Jeanine Thomas, founder of the MRSA Survivors Network, has been pushing for a law like this for years. The Hinsdale resident developed a MRSA infection after one of many surgeries she had in 2000 to repair a broken ankle. It left her bed-ridden for months. Her story can be read at MRSA-survivors.org.

"The key to getting this under control is prevention," Thomas said. "This (law) is going to save thousands of lives a year in Illinois."

Thomas also wants to raise awareness that it's easy to contract MRSA even in your doctor's office if healthcare professionals don't use precautions. Patients should insist doctors wash their hands and put on new gloves when they walk into the room, she said.

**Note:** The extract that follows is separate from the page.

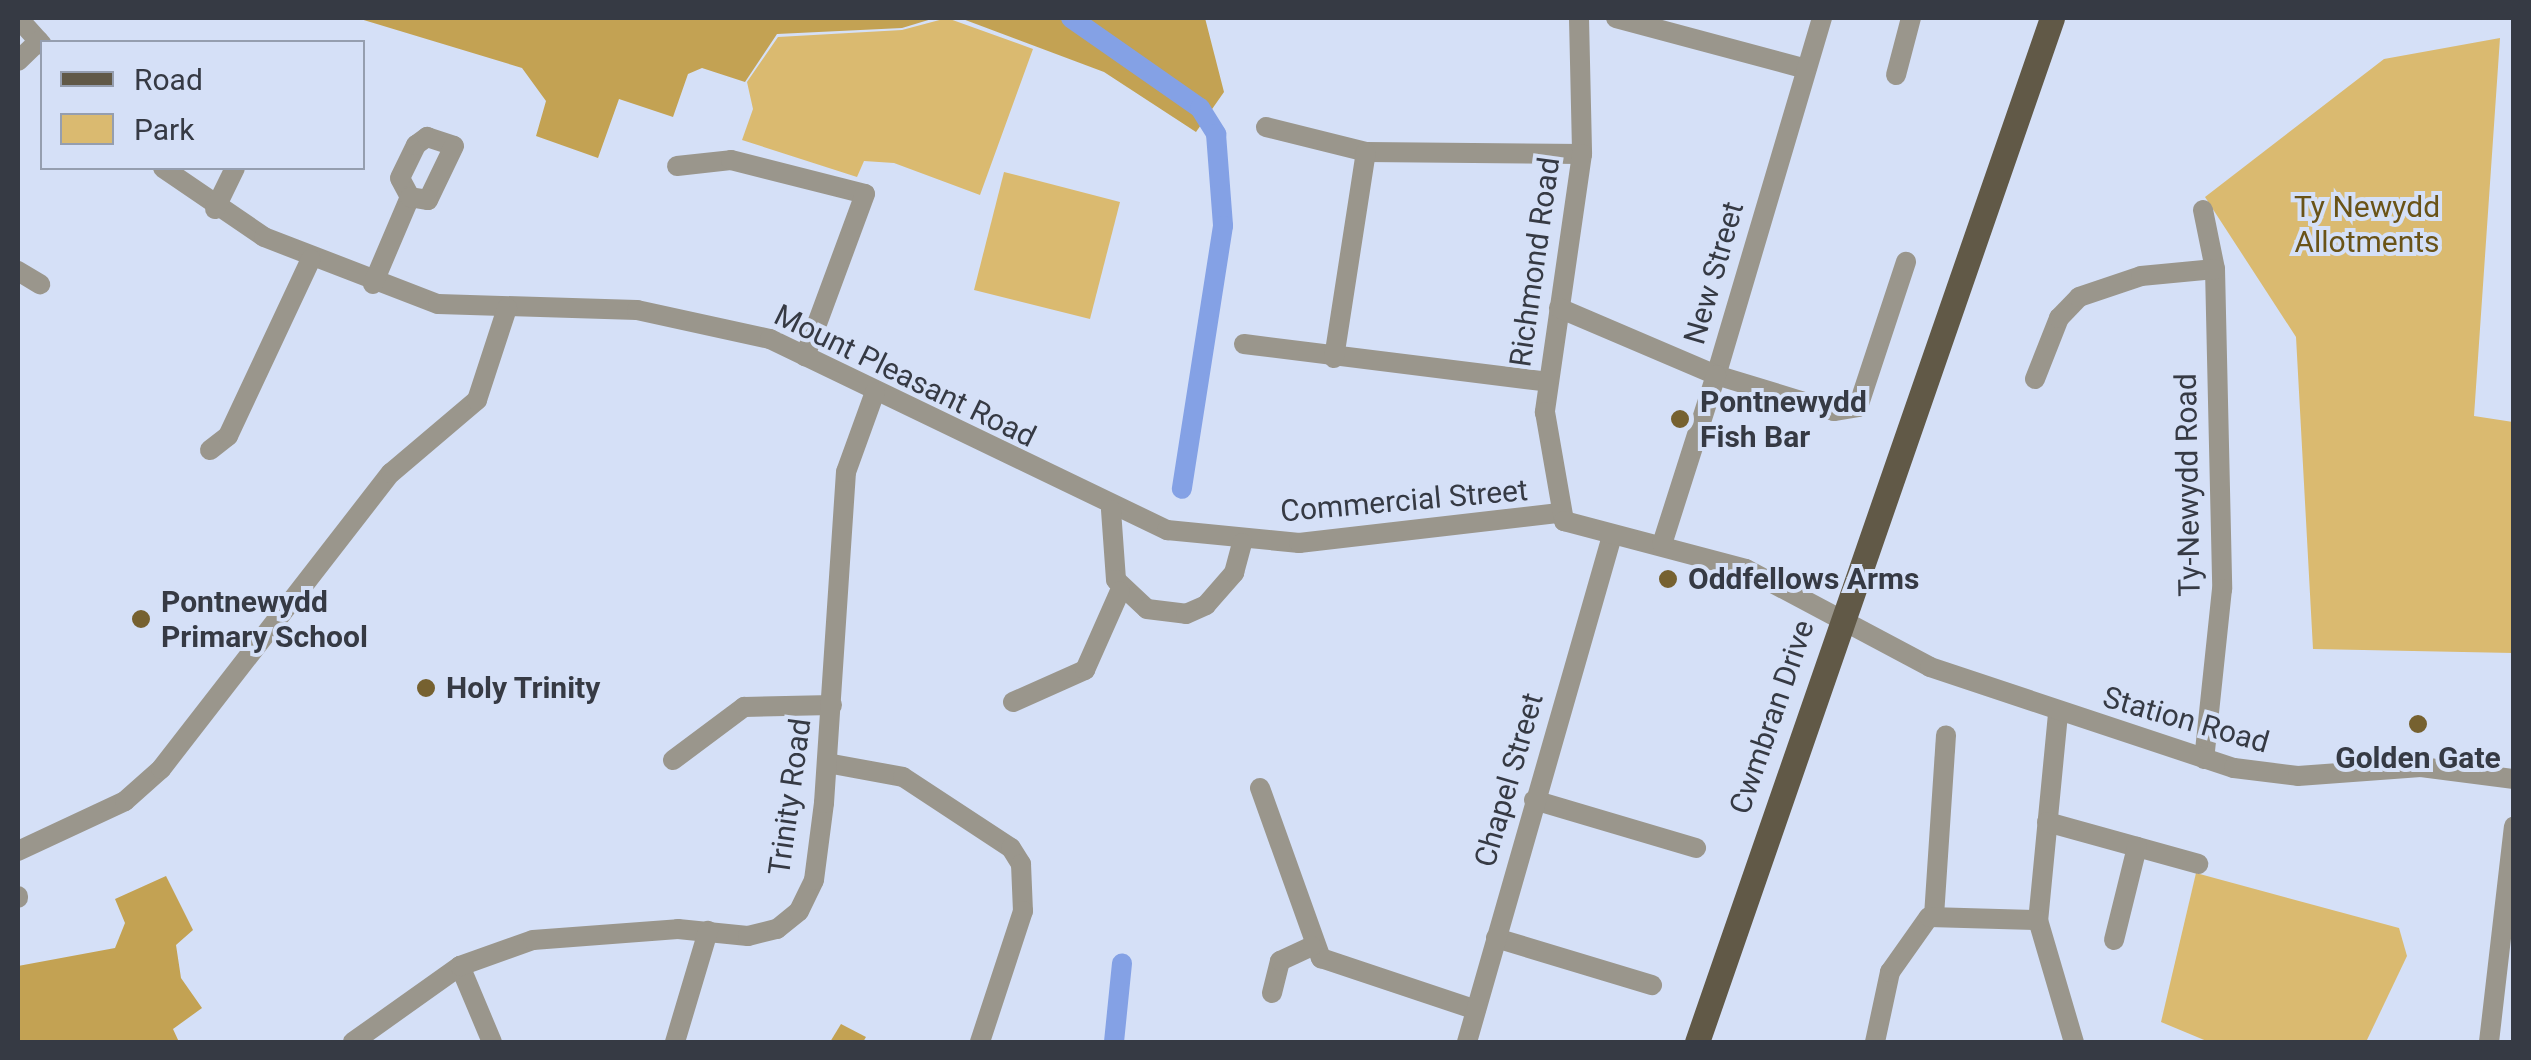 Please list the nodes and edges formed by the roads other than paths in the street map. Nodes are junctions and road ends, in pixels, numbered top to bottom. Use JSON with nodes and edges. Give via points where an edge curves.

"You have to protect yourself."
Preventive tool

Evanston Northwestern Healthcare officials launched a MRSA screening process for all inpatients in 2005, two years before the new law was passed.

The noses of patients staying overnight are swabbed and the samples tested for MRSA, said Lance Peterson, M.D., epidemiologist and director of Clinical Microbiology and Infectious Disease Research at Evanston Northwestern Healthcare.

Peterson, who developed the program, is also a Professor of Pathology and Medicine at Northwestern University.

If patients test positive, they are put in isolation. Before anyone enters a MRSA-positive patient's room, they must wear a disposable gown and gloves. MRSA-positive patients are put on a five-day therapy regimen, which includes applying a topical antibiotic on the nose and washing with an antiseptic soap. Peterson said his regimen can be followed during the same time patients receive treatment for what brought them there. It can also be done outside of the hospital.

Out of the 40,000 patients admitted to the three hospitals in the Evanston Northwestern Healthcare system--Evanston, Glenbrook and Highland Park-- each year, 100 were developing MRSA infections prior to the screening program, Peterson said.

The hospital system saw a 60 percent drop in the number of MRSA infections in the first year of the program, or just 40 infections a year.

"From the published evidence, we thought it would take two years to see a 50 percent reduction," Peterson said. "So, a 60 percent reduction in one year is very impressive, even if not perfect."

Rieber, who contracted MRSA, wishes the screening and reporting act was in place years ago.

He spent about seven months recovering from his MRSA infection, at which time he lost 50 pounds.

"Climbing stairs was a real chore," the 60-year-old said. "I had to rest when I got to the top of the stairway." He also had to give up Tai Chi classes and walks at the Chicago Botanic Garden.

He has resumed those activities, but MRSA never really goes away. He tested positive for it last May, and underwent a week-long washing treatment. He said the infection can reoccur.

Rieber now pays closer attention to his health. He steers clear of situations that might make him sick, especially anything that could put him in the hospital again. For example, he'll work through rush hour when he's in downtown Chicago to avoid the blood pressure-raising and stress-inducing traffic snarls on the way home.

He's also more aware of the cleanliness of the environments he's in, such as restaurants and airplanes. He has become vigilant about dust in his home.

"I've been sensitized to things involving cleanliness," he said.